> Work task
Pull from the data below each line where the word "Thăng" occurs, and copy it.

> Exercise data
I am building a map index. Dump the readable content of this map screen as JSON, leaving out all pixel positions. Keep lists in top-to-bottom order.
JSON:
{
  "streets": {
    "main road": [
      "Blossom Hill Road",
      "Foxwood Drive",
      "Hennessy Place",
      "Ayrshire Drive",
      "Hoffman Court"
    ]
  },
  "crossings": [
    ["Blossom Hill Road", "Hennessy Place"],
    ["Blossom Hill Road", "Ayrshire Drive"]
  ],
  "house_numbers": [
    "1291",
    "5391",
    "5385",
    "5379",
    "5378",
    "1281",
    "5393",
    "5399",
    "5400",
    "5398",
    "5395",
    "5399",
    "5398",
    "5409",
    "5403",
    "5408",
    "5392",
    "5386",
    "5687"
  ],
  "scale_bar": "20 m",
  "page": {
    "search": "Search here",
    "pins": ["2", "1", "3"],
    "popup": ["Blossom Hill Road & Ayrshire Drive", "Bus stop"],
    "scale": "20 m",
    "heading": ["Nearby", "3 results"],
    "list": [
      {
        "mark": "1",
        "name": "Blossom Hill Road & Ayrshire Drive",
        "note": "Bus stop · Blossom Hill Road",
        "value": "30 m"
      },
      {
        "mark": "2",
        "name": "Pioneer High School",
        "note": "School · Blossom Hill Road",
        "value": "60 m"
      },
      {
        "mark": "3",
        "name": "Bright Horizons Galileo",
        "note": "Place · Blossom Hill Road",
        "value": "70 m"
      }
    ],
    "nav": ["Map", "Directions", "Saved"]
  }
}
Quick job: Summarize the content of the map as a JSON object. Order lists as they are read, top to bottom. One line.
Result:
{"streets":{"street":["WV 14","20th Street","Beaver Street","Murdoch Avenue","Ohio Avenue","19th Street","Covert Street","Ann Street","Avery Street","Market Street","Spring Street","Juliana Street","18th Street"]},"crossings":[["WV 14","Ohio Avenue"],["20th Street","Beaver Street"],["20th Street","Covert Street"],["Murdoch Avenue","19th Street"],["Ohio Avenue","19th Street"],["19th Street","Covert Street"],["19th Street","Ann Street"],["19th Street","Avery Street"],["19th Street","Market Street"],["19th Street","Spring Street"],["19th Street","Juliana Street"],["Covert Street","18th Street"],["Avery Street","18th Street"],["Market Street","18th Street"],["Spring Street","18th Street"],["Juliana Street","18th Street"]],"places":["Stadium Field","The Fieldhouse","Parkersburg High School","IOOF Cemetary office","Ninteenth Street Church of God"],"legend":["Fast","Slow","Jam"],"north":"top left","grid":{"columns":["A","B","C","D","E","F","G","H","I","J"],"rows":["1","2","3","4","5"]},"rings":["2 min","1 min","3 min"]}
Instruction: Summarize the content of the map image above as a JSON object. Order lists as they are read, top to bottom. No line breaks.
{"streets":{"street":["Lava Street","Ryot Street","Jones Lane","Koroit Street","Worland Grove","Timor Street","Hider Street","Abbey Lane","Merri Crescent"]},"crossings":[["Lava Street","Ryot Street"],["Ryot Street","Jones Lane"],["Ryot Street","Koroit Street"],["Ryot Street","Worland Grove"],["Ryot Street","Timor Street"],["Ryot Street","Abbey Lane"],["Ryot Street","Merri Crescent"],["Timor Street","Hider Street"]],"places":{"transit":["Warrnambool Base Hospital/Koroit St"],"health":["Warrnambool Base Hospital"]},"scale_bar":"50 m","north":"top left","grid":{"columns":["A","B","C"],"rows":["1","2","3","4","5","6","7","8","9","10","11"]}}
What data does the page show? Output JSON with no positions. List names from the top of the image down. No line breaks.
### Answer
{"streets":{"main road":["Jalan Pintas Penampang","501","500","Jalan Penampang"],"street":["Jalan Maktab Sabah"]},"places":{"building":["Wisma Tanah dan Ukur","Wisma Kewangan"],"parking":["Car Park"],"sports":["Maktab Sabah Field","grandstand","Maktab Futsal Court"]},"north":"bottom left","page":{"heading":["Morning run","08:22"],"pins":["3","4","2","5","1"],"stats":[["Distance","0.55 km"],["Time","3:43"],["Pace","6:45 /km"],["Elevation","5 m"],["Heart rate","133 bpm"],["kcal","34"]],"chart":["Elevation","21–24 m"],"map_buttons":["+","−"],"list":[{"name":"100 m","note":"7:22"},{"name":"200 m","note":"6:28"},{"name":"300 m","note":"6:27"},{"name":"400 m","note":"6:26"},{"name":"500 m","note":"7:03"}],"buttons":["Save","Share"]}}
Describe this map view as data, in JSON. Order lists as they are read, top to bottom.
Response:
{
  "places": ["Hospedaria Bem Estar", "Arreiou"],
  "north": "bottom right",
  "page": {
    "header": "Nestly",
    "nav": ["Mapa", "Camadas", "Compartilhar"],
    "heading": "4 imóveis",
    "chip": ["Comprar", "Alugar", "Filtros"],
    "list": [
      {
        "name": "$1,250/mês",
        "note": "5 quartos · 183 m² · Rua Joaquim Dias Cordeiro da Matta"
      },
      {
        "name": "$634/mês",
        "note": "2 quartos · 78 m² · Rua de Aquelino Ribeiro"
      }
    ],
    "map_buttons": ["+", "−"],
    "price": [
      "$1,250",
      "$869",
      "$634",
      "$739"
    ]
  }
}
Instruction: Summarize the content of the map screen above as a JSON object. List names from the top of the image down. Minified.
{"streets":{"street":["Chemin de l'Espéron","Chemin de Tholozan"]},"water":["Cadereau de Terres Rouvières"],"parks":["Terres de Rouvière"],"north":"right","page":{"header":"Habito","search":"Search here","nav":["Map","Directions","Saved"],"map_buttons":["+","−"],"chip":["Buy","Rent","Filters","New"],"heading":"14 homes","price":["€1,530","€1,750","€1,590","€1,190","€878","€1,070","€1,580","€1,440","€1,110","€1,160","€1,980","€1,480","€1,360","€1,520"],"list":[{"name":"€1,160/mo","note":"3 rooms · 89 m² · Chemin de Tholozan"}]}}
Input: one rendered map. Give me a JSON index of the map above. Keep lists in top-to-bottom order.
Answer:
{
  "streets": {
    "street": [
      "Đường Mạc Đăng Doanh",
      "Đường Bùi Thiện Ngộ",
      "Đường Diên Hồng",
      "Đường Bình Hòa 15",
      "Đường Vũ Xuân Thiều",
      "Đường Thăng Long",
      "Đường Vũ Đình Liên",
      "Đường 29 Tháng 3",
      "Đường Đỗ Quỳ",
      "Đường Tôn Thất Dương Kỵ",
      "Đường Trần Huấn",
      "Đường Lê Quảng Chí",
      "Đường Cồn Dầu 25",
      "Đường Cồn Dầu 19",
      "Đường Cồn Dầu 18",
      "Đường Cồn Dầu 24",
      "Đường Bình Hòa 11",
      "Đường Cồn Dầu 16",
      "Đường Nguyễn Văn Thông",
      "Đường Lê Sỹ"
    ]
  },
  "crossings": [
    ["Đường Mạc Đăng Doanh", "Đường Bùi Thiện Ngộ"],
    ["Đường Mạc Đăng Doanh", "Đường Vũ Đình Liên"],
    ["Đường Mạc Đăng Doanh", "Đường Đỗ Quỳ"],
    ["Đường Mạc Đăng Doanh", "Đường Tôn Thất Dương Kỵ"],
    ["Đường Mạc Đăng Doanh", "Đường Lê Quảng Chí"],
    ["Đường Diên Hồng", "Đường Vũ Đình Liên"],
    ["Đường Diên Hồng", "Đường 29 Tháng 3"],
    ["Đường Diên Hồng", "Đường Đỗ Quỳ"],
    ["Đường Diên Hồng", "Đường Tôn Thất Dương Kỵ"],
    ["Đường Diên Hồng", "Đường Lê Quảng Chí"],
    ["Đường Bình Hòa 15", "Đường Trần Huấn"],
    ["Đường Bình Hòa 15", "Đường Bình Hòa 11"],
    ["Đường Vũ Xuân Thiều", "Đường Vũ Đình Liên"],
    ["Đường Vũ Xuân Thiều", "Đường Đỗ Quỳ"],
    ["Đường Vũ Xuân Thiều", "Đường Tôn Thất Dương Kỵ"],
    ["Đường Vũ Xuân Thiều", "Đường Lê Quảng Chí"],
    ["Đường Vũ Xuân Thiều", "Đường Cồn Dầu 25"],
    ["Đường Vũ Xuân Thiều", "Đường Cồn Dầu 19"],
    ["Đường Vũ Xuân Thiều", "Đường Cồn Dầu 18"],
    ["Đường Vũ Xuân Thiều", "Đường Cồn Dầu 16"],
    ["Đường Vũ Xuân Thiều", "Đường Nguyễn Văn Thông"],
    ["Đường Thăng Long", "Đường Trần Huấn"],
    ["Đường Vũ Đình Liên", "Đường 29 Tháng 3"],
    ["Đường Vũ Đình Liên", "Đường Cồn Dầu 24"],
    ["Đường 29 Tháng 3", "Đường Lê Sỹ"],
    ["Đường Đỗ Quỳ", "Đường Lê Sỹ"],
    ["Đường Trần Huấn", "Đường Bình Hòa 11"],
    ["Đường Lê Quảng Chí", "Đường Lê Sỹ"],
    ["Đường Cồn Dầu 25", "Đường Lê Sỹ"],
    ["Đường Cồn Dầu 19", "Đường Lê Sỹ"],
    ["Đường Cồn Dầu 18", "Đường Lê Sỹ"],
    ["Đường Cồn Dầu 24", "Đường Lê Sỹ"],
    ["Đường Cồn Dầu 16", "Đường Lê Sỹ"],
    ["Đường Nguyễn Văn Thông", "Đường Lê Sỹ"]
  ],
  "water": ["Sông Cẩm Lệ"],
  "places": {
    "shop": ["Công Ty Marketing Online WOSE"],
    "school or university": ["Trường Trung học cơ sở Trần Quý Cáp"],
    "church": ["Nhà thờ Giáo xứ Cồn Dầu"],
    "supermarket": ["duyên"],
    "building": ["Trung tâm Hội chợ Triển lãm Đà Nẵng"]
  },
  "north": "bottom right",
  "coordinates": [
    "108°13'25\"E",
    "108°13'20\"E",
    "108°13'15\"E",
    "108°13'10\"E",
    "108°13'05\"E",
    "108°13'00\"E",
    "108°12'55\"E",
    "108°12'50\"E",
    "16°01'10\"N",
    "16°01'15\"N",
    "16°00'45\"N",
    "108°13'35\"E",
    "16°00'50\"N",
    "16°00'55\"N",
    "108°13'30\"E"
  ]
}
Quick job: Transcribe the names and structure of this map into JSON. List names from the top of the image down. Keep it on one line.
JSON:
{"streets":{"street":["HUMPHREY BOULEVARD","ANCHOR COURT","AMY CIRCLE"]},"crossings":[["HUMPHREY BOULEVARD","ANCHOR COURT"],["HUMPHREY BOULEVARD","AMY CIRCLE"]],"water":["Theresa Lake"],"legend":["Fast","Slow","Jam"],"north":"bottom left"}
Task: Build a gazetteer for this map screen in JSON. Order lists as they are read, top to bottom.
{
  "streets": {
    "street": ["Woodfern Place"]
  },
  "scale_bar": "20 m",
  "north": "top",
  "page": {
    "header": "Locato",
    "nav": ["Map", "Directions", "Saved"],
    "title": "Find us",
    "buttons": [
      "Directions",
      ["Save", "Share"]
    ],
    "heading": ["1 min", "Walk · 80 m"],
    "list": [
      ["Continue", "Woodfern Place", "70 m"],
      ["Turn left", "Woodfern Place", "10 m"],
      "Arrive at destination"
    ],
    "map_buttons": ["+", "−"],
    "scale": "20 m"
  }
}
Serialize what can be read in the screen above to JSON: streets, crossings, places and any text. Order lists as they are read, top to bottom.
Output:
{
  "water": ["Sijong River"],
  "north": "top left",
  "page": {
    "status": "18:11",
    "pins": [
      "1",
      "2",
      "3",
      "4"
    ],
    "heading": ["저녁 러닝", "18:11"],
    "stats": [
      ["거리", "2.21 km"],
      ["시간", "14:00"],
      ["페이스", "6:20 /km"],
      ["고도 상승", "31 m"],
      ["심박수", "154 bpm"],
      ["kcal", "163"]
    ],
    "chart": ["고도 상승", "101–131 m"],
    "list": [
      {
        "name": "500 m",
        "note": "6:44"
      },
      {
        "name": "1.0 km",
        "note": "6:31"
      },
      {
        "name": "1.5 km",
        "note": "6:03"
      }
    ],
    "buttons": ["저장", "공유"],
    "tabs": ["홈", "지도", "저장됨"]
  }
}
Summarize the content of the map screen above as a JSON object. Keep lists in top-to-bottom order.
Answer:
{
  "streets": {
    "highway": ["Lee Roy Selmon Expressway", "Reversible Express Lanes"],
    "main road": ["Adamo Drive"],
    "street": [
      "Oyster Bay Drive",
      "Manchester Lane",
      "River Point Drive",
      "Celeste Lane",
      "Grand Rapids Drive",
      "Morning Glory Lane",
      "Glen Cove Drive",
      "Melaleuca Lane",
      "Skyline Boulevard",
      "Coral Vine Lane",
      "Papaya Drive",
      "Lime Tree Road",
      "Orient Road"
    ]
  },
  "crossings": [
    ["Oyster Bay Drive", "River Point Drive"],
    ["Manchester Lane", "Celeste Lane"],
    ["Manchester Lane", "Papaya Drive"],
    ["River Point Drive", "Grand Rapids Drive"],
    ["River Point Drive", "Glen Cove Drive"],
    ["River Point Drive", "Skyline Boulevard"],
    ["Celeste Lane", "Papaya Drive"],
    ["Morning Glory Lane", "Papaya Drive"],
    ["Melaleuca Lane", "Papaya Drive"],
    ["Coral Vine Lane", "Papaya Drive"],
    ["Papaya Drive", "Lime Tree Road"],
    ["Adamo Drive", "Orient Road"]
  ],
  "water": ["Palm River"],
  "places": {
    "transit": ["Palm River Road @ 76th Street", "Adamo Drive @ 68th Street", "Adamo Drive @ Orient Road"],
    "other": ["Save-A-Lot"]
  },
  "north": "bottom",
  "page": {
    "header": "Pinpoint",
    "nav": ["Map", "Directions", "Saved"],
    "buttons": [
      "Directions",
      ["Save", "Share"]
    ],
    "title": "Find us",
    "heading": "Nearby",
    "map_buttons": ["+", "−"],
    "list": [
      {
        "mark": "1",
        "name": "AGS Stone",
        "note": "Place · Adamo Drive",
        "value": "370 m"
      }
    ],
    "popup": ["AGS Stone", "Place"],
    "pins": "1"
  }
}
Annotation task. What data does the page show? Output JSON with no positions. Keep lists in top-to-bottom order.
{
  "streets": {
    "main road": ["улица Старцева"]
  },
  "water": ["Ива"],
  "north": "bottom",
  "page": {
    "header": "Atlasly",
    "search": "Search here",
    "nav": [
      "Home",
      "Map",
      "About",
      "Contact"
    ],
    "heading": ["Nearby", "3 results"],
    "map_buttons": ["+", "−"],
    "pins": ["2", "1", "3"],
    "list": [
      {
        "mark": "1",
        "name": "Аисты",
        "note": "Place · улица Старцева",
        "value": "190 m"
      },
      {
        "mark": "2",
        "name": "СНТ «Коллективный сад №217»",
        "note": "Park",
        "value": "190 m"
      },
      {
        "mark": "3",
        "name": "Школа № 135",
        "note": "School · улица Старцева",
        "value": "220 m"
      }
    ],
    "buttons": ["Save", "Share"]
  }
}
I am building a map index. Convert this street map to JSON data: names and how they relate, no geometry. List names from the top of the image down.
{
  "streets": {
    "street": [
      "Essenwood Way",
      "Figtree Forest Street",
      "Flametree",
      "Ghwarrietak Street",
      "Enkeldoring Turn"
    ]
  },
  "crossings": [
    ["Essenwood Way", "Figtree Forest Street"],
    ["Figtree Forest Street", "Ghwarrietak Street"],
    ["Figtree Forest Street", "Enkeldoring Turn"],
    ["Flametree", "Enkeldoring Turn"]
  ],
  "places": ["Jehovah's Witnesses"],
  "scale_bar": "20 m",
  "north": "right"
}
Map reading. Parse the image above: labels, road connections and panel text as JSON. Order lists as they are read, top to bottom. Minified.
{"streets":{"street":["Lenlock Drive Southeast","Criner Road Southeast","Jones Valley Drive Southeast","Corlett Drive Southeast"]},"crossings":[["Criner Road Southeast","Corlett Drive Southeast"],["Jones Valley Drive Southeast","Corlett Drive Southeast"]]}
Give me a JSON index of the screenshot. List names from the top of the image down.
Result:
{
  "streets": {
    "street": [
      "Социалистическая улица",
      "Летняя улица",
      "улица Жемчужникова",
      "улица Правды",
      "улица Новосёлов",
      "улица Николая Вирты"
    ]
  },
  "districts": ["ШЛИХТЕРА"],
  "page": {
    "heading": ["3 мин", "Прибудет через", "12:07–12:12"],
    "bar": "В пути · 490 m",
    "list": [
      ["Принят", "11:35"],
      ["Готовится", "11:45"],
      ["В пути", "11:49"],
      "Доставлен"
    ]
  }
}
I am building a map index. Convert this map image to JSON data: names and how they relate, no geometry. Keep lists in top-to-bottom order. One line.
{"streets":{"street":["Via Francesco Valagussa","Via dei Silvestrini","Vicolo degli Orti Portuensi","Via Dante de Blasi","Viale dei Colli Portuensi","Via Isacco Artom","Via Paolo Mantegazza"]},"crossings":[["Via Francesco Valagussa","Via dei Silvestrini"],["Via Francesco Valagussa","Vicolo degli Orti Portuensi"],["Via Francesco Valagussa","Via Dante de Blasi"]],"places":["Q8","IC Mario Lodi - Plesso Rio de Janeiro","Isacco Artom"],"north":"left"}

> Reply
      "Đường Thăng Long",
    ["Đường Thăng Long", "Đường Trần Huấn"],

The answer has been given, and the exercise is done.